## EXERCISE GOAL
Could you repeat all of the entries below word for word, apart from the pictures?

====== TASK DATA

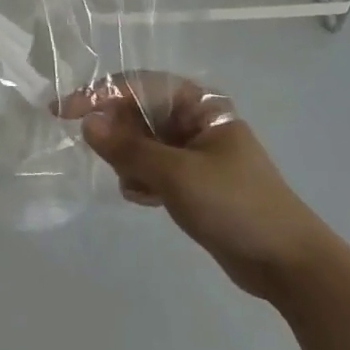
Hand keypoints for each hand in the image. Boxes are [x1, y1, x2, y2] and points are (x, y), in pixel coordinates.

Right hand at [64, 73, 338, 301]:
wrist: (288, 264)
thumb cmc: (235, 205)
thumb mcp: (176, 175)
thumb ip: (128, 148)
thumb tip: (86, 123)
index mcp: (199, 106)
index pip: (138, 86)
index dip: (98, 94)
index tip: (62, 111)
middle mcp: (194, 122)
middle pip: (137, 113)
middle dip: (117, 135)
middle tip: (106, 161)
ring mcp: (193, 153)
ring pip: (141, 144)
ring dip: (130, 162)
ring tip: (138, 187)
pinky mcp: (192, 182)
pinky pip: (151, 169)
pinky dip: (142, 181)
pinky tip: (147, 200)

============

## WRITTEN ANSWER
Hand keypoints for each hand in the image. Boxes are [x1, y1, x2, y2] and points are (x, y), in pixel coordinates.

Right hand at [64, 73, 338, 301]:
wrist: (288, 264)
thumb cmc: (235, 205)
thumb mcp: (176, 175)
thumb ip: (128, 148)
thumb tip: (86, 123)
index mcp: (199, 106)
index pip: (138, 86)
index dip: (98, 94)
index tip: (62, 111)
middle mcp: (194, 122)
middle pip: (137, 113)
middle dip: (117, 135)
middle tip: (106, 161)
ring mcp: (193, 153)
ring pip: (141, 144)
ring dip: (130, 162)
ring tip: (138, 187)
pinky mcp: (192, 182)
pinky pip: (151, 169)
pinky dip: (142, 181)
pinky tip: (147, 200)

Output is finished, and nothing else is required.